# Shakespeare task
### Preparations

In [16]:
# Import required libraries
import numpy as np
import requests

import torch
import torch.nn as nn
import torch.optim as optim

In [17]:
# Import data
# URL of the Shakespeare dataset
url = "https://raw.githubusercontent.com/karpathy/char-rnn/master/data/tinyshakespeare/input.txt"

# Fetching the text data from the URL
response = requests.get(url)
text = response.text

# Printing the length of the fetched text
print("Length of text: ", len(text))

Length of text:  1115394


In [18]:
# Create shorter text for development
short = text[:10000]
print("Length of short text: ", len(short))

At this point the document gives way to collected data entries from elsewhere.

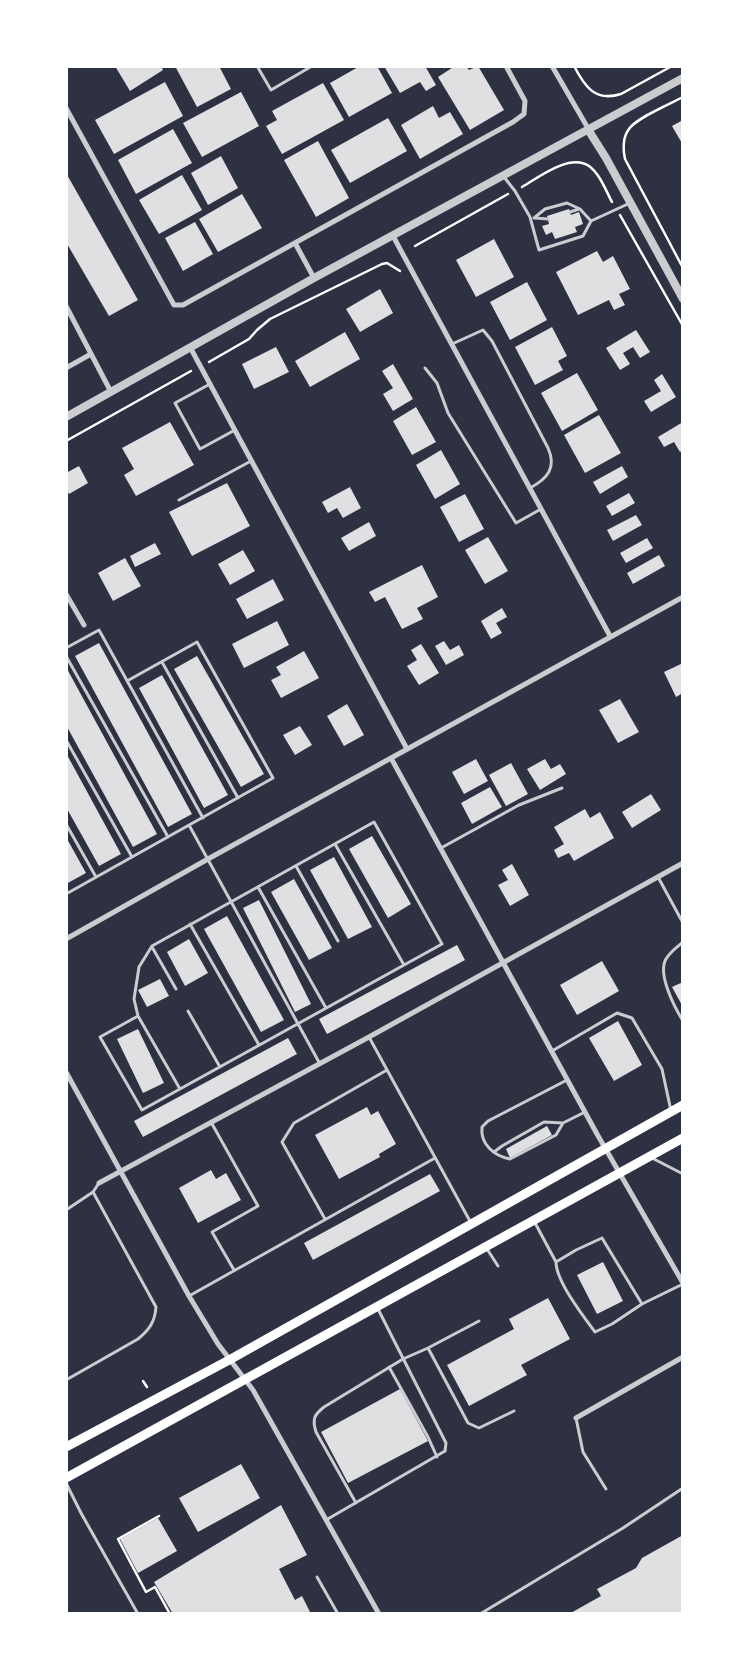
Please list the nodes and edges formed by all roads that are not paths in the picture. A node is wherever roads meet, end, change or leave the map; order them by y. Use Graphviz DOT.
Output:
graph roads {
  1 [pos="257,66"];
  2 [pos="312,66"];
  3 [pos="506,66"];
  4 [pos="552,66"];
  5 [pos="306,68"];
  6 [pos="683,78"];
  7 [pos="66,108"];
  8 [pos="589,131"];
  9 [pos="503,176"];
  10 [pos="630,203"];
  11 [pos="580,209"];
  12 [pos="570,212"];
  13 [pos="532,218"];
  14 [pos="548,219"];
  15 [pos="591,220"];
  16 [pos="393,236"];
  17 [pos="295,243"];
  18 [pos="314,278"];
  19 [pos="683,298"];
  20 [pos="66,306"];
  21 [pos="452,344"];
  22 [pos="190,347"];
  23 [pos="91,354"];
  24 [pos="66,368"];
  25 [pos="425,368"];
  26 [pos="210,384"];
  27 [pos="111,392"];
  28 [pos="66,417"];
  29 [pos="235,430"];
  30 [pos="252,461"];
  31 [pos="530,488"];
  32 [pos="179,500"];
  33 [pos="541,509"];
  34 [pos="66,594"];
  35 [pos="683,597"];
  36 [pos="84,625"];
  37 [pos="610,636"];
  38 [pos="66,648"];
  39 [pos="66,656"];
  40 [pos="162,662"];
  41 [pos="127,681"];
  42 [pos="67,742"];
  43 [pos="406,749"];
  44 [pos="391,758"];
  45 [pos="562,788"];
  46 [pos="238,798"];
  47 [pos="203,818"];
  48 [pos="66,824"];
  49 [pos="189,825"];
  50 [pos="168,837"];
  51 [pos="335,844"];
  52 [pos="441,848"];
  53 [pos="132,857"];
  54 [pos="208,859"];
  55 [pos="683,863"];
  56 [pos="296,866"];
  57 [pos="96,877"];
  58 [pos="658,877"];
  59 [pos="258,887"];
  60 [pos="66,894"];
  61 [pos="232,902"];
  62 [pos="683,923"];
  63 [pos="190,924"];
  64 [pos="66,939"];
  65 [pos="338,942"];
  66 [pos="683,942"];
  67 [pos="152,946"];
  68 [pos="504,962"];
  69 [pos="404,965"];
  70 [pos="176,989"];
  71 [pos="326,1008"];
  72 [pos="188,1011"];
  73 [pos="138,1016"];
  74 [pos="683,1021"];
  75 [pos="298,1024"];
  76 [pos="369,1038"];
  77 [pos="259,1046"];
  78 [pos="552,1051"];
  79 [pos="320,1064"];
  80 [pos="220,1067"];
  81 [pos="386,1070"];
  82 [pos="66,1072"];
  83 [pos="568,1080"];
  84 [pos="180,1089"];
  85 [pos="683,1105"];
  86 [pos="672,1111"];
  87 [pos="586,1112"];
  88 [pos="210,1122"];
  89 [pos="563,1124"];
  90 [pos="683,1138"];
  91 [pos="606,1148"];
  92 [pos="494,1152"];
  93 [pos="649,1157"];
  94 [pos="435,1158"];
  95 [pos="120,1171"];
  96 [pos="620,1174"];
  97 [pos="683,1174"];
  98 [pos="99,1183"];
  99 [pos="93,1192"];
  100 [pos="66,1210"];
  101 [pos="326,1219"];
  102 [pos="533,1220"];
  103 [pos="472,1224"];
  104 [pos="486,1246"];
  105 [pos="556,1262"];
  106 [pos="498,1266"];
  107 [pos="234,1270"];
  108 [pos="683,1284"];
  109 [pos="189,1296"];
  110 [pos="642,1304"];
  111 [pos="377,1306"];
  112 [pos="479,1321"];
  113 [pos="428,1348"];
  114 [pos="683,1358"];
  115 [pos="231,1359"];
  116 [pos="403,1359"];
  117 [pos="389,1367"];
  118 [pos="244,1379"];
  119 [pos="66,1380"];
  120 [pos="514,1411"];
  121 [pos="576,1418"];
  122 [pos="66,1447"];
  123 [pos="436,1457"];
  124 [pos="66,1478"];
  125 [pos="66,1483"];
  126 [pos="683,1488"];
  127 [pos="606,1489"];
  128 [pos="356,1502"];
  129 [pos="326,1520"];
  130 [pos="318,1577"];
  131 [pos="138,1614"];
  132 [pos="338,1614"];
  133 [pos="379,1614"];
  134 [pos="480,1614"];
  1 -- 5 [label="lane"];
  2 -- 5 [label="lane"];
  3 -- 17 [label="street"];
  4 -- 8 [label="street"];
  6 -- 8 [label="street"];
  7 -- 17 [label="street"];
  8 -- 9 [label="street"];
  8 -- 10 [label="street"];
  9 -- 13 [label="lane"];
  9 -- 16 [label="street"];
  10 -- 15 [label="lane"];
  10 -- 19 [label="street"];
  11 -- 12 [label="lane"];
  11 -- 13 [label="lane"];
  11 -- 15 [label="lane"];
  13 -- 14 [label="lane"];
  13 -- 15 [label="lane"];
  16 -- 18 [label="street"];
  16 -- 21 [label="street"];
  17 -- 18 [label="street"];
  18 -- 22 [label="street"];
  20 -- 23 [label="street"];
  21 -- 31 [label="street"];
  21 -- 31 [label="lane"];
  22 -- 26 [label="street"];
  22 -- 27 [label="street"];
  23 -- 24 [label="street"];
  23 -- 27 [label="street"];
  25 -- 33 [label="lane"];
  26 -- 29 [label="street"];
  26 -- 29 [label="lane"];
  27 -- 28 [label="street"];
  29 -- 30 [label="street"];
  30 -- 32 [label="lane"];
  30 -- 43 [label="street"];
  31 -- 33 [label="street"];
  33 -- 37 [label="street"];
  34 -- 36 [label="street"];
  35 -- 37 [label="street"];
  37 -- 43 [label="street"];
  38 -- 41 [label="lane"];
  39 -- 50 [label="lane"];
  40 -- 41 [label="lane"];
  40 -- 46 [label="lane"];
  40 -- 46 [label="lane"];
  41 -- 47 [label="lane"];
  42 -- 53 [label="lane"];
  43 -- 44 [label="street"];
  44 -- 52 [label="street"];
  44 -- 54 [label="street"];
  45 -- 52 [label="lane"];
  46 -- 47 [label="lane"];
  47 -- 49 [label="lane"];
  48 -- 57 [label="lane"];
  49 -- 50 [label="lane"];
  49 -- 54 [label="lane"];
  50 -- 53 [label="lane"];
  51 -- 56 [label="lane"];
  51 -- 69 [label="lane"];
  51 -- 69 [label="lane"];
  52 -- 68 [label="street"];
  53 -- 57 [label="lane"];
  54 -- 61 [label="lane"];
  54 -- 64 [label="street"];
  55 -- 58 [label="street"];
  56 -- 59 [label="lane"];
  56 -- 65 [label="lane"];
  57 -- 60 [label="lane"];
  58 -- 62 [label="lane"];
  58 -- 68 [label="street"];
  59 -- 61 [label="lane"];
  59 -- 71 [label="lane"];
  61 -- 63 [label="lane"];
  61 -- 75 [label="lane"];
  63 -- 67 [label="lane"];
  63 -- 77 [label="lane"];
  66 -- 74 [label="lane"];
  67 -- 70 [label="lane"];
  67 -- 73 [label="lane"];
  68 -- 76 [label="street"];
  68 -- 78 [label="street"];
  69 -- 71 [label="lane"];
  71 -- 75 [label="lane"];
  72 -- 80 [label="lane"];
  73 -- 84 [label="lane"];
  73 -- 84 [label="lane"];
  75 -- 77 [label="lane"];
  75 -- 79 [label="lane"];
  76 -- 79 [label="street"];
  76 -- 81 [label="lane"];
  77 -- 80 [label="lane"];
  78 -- 83 [label="street"];
  78 -- 86 [label="lane"];
  79 -- 88 [label="street"];
  80 -- 84 [label="lane"];
  81 -- 94 [label="lane"];
  81 -- 101 [label="lane"];
  82 -- 95 [label="street"];
  83 -- 87 [label="street"];
  83 -- 92 [label="lane"];
  85 -- 86 [label="main road"];
  86 -- 91 [label="main road"];
  87 -- 89 [label="lane"];
  87 -- 91 [label="street"];
  88 -- 95 [label="street"];
  88 -- 107 [label="lane"];
  89 -- 92 [label="lane"];
  89 -- 92 [label="lane"];
  90 -- 93 [label="main road"];
  91 -- 96 [label="street"];
  91 -- 103 [label="main road"];
  93 -- 96 [label="main road"];
  93 -- 97 [label="lane"];
  94 -- 101 [label="lane"];
  94 -- 103 [label="lane"];
  95 -- 98 [label="street"];
  95 -- 109 [label="street"];
  96 -- 102 [label="main road"];
  96 -- 108 [label="street"];
  98 -- 99 [label="lane"];
  99 -- 100 [label="lane"];
  99 -- 119 [label="lane"];
  101 -- 107 [label="lane"];
  102 -- 104 [label="main road"];
  102 -- 105 [label="lane"];
  103 -- 115 [label="main road"];
  104 -- 106 [label="lane"];
  104 -- 111 [label="main road"];
  105 -- 110 [label="lane"];
  105 -- 110 [label="lane"];
  107 -- 109 [label="lane"];
  108 -- 110 [label="lane"];
  109 -- 115 [label="street"];
  111 -- 116 [label="lane"];
  111 -- 118 [label="main road"];
  112 -- 113 [label="lane"];
  113 -- 116 [label="lane"];
  113 -- 120 [label="lane"];
  114 -- 121 [label="street"];
  115 -- 118 [label="street"];
  115 -- 122 [label="main road"];
  116 -- 117 [label="lane"];
  116 -- 123 [label="lane"];
  117 -- 123 [label="lane"];
  117 -- 128 [label="lane"];
  118 -- 124 [label="main road"];
  118 -- 129 [label="street"];
  121 -- 127 [label="lane"];
  123 -- 128 [label="lane"];
  125 -- 131 [label="lane"];
  126 -- 134 [label="lane"];
  128 -- 129 [label="lane"];
  129 -- 133 [label="street"];
  130 -- 132 [label="lane"];
}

Length of short text:  10000


### Character mappings and sequences

In [19]:
# Create character mapping
chars = sorted(list(set(text)))
# chars = sorted(list(set(short)))
char_indices = dict((c, i) for i, c in enumerate(chars))
indices_char = dict((i, c) for i, c in enumerate(chars))

In [20]:
# Create sequences
# Initialise constants and lists
maxlen = 60
step = 7
sentences = []
next_chars = []

# Iterate
for i in range(0, len(short)-maxlen, step):
    sentences.append(short[i : i + maxlen])
    next_chars.append(short[i + maxlen])

### Vectorize the input data

In [21]:
# Vectorize the input data
# Samples as one-hot
X = torch.zeros((len(sentences), maxlen, len(chars)), dtype=torch.float32)
# Targets as class indices (not one-hot)
y = torch.zeros(len(sentences), dtype=torch.long)

for i, sentence in enumerate(sentences):
    for t, char in enumerate(sentence):
        X[i, t, char_indices[char]] = 1
    y[i] = char_indices[next_chars[i]]

### Create the RNN model
Use .Dropout() method to randomly set 20% of neurons to zero with each forward pass. Apply .Dropout() to the input and hidden layers. The use of dropouts reduces the likelihood of overfitting.

Reference: https://machinelearningmastery.com/using-dropout-regularization-in-pytorch-models/

In [22]:
# Build the model
class RNNModel(nn.Module):
    def __init__(self, input_size, hidden_size, output_size):
        super(RNNModel, self).__init__()
        self.dropout1 = nn.Dropout(0.2)
        self.rnn = nn.RNN(input_size, hidden_size, batch_first=True)
        self.dropout2 = nn.Dropout(0.2)
        self.fc = nn.Linear(hidden_size, output_size)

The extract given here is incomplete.